▸ Data section

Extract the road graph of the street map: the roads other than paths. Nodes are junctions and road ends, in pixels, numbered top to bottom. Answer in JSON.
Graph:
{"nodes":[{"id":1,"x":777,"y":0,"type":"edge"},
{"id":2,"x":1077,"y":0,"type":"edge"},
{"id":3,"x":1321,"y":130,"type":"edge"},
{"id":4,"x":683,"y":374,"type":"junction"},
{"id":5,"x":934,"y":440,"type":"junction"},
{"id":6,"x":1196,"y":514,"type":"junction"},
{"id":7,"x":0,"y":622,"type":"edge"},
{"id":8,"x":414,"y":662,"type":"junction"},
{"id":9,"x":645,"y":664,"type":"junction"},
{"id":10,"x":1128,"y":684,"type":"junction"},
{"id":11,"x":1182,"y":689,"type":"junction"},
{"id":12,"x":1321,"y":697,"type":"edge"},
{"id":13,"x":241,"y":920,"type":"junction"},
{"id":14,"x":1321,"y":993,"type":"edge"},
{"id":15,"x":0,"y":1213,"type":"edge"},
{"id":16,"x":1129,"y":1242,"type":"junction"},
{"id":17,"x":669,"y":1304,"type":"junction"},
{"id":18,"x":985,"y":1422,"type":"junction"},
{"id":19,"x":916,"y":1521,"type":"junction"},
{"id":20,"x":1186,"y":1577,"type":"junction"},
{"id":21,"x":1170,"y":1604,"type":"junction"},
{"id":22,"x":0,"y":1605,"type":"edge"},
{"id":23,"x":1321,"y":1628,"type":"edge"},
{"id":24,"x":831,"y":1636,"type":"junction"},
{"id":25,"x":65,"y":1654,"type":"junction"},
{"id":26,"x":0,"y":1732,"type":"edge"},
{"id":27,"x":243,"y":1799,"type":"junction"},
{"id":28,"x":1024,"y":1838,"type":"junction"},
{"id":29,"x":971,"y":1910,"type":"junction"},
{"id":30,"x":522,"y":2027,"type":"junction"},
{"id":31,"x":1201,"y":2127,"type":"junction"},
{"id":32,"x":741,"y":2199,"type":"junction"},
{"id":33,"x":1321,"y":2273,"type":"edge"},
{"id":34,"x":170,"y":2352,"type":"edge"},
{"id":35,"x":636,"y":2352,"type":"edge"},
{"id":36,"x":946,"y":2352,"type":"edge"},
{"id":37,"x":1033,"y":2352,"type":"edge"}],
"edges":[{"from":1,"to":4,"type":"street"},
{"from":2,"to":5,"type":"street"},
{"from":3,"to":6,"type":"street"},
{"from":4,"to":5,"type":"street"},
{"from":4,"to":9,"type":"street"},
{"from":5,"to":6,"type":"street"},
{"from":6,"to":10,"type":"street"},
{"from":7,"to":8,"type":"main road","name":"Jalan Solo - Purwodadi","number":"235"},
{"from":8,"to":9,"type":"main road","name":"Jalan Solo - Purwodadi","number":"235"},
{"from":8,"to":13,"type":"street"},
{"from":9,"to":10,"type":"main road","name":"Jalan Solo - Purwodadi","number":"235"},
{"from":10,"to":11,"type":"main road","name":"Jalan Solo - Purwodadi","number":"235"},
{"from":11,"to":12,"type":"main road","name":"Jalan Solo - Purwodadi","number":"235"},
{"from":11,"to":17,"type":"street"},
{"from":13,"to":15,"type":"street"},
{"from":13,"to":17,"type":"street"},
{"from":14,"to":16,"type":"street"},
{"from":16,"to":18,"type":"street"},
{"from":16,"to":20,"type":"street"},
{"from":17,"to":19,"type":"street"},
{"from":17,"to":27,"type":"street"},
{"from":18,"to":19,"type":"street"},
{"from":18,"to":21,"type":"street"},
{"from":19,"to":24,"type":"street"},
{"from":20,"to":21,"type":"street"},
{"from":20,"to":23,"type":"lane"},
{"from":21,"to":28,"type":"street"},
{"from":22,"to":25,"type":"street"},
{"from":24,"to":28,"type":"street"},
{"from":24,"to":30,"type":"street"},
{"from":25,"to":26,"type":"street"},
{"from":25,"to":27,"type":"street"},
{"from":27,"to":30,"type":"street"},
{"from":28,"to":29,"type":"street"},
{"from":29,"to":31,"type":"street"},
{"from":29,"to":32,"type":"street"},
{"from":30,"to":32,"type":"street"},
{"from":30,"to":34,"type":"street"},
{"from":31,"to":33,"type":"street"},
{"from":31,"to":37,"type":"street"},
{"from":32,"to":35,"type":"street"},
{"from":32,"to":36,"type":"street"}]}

▸ Aim of the task
Nothing in the records should be left out; write all of them out again exactly.

▸ Answer to this task
Extract the road graph of the street map: the roads other than paths. Nodes are junctions and road ends, in pixels, numbered top to bottom. Answer in JSON.
Graph:
{"nodes":[{"id":1,"x":777,"y":0,"type":"edge"},
{"id":2,"x":1077,"y":0,"type":"edge"},
{"id":3,"x":1321,"y":130,"type":"edge"},
{"id":4,"x":683,"y":374,"type":"junction"},
{"id":5,"x":934,"y":440,"type":"junction"},
{"id":6,"x":1196,"y":514,"type":"junction"},
{"id":7,"x":0,"y":622,"type":"edge"},
{"id":8,"x":414,"y":662,"type":"junction"},
{"id":9,"x":645,"y":664,"type":"junction"},
{"id":10,"x":1128,"y":684,"type":"junction"},
{"id":11,"x":1182,"y":689,"type":"junction"},
{"id":12,"x":1321,"y":697,"type":"edge"},
{"id":13,"x":241,"y":920,"type":"junction"},
{"id":14,"x":1321,"y":993,"type":"edge"},
{"id":15,"x":0,"y":1213,"type":"edge"},
{"id":16,"x":1129,"y":1242,"type":"junction"},
{"id":17,"x":669,"y":1304,"type":"junction"},
{"id":18,"x":985,"y":1422,"type":"junction"},
{"id":19,"x":916,"y":1521,"type":"junction"},
{"id":20,"x":1186,"y":1577,"type":"junction"},
{"id":21,"x":1170,"y":1604,"type":"junction"},
{"id":22,"x":0,"y":1605,"type":"edge"},
{"id":23,"x":1321,"y":1628,"type":"edge"},
{"id":24,"x":831,"y":1636,"type":"junction"},
{"id":25,"x":65,"y":1654,"type":"junction"},
{"id":26,"x":0,"y":1732,"type":"edge"},
{"id":27,"x":243,"y":1799,"type":"junction"},
{"id":28,"x":1024,"y":1838,"type":"junction"},
{"id":29,"x":971,"y":1910,"type":"junction"},
{"id":30,"x":522,"y":2027,"type":"junction"},
{"id":31,"x":1201,"y":2127,"type":"junction"},
{"id":32,"x":741,"y":2199,"type":"junction"},
{"id":33,"x":1321,"y":2273,"type":"edge"},
{"id":34,"x":170,"y":2352,"type":"edge"},
{"id":35,"x":636,"y":2352,"type":"edge"},
{"id":36,"x":946,"y":2352,"type":"edge"},
{"id":37,"x":1033,"y":2352,"type":"edge"}],
"edges":[{"from":1,"to":4,"type":"street"},
{"from":2,"to":5,"type":"street"},
{"from":3,"to":6,"type":"street"},
{"from":4,"to":5,"type":"street"},
{"from":4,"to":9,"type":"street"},
{"from":5,"to":6,"type":"street"},
{"from":6,"to":10,"type":"street"},
{"from":7,"to":8,"type":"main road","name":"Jalan Solo - Purwodadi","number":"235"},
{"from":8,"to":9,"type":"main road","name":"Jalan Solo - Purwodadi","number":"235"},
{"from":8,"to":13,"type":"street"},
{"from":9,"to":10,"type":"main road","name":"Jalan Solo - Purwodadi","number":"235"},
{"from":10,"to":11,"type":"main road","name":"Jalan Solo - Purwodadi","number":"235"},
{"from":11,"to":12,"type":"main road","name":"Jalan Solo - Purwodadi","number":"235"},
{"from":11,"to":17,"type":"street"},
{"from":13,"to":15,"type":"street"},
{"from":13,"to":17,"type":"street"},
{"from":14,"to":16,"type":"street"},
{"from":16,"to":18,"type":"street"},
{"from":16,"to":20,"type":"street"},
{"from":17,"to":19,"type":"street"},
{"from":17,"to":27,"type":"street"},
{"from":18,"to":19,"type":"street"},
{"from":18,"to":21,"type":"street"},
{"from":19,"to":24,"type":"street"},
{"from":20,"to":21,"type":"street"},
{"from":20,"to":23,"type":"lane"},
{"from":21,"to":28,"type":"street"},
{"from":22,"to":25,"type":"street"},
{"from":24,"to":28,"type":"street"},
{"from":24,"to":30,"type":"street"},
{"from":25,"to":26,"type":"street"},
{"from":25,"to":27,"type":"street"},
{"from":27,"to":30,"type":"street"},
{"from":28,"to":29,"type":"street"},
{"from":29,"to":31,"type":"street"},
{"from":29,"to":32,"type":"street"},
{"from":30,"to":32,"type":"street"},
{"from":30,"to":34,"type":"street"},
{"from":31,"to":33,"type":"street"},
{"from":31,"to":37,"type":"street"},
{"from":32,"to":35,"type":"street"},
{"from":32,"to":36,"type":"street"}]}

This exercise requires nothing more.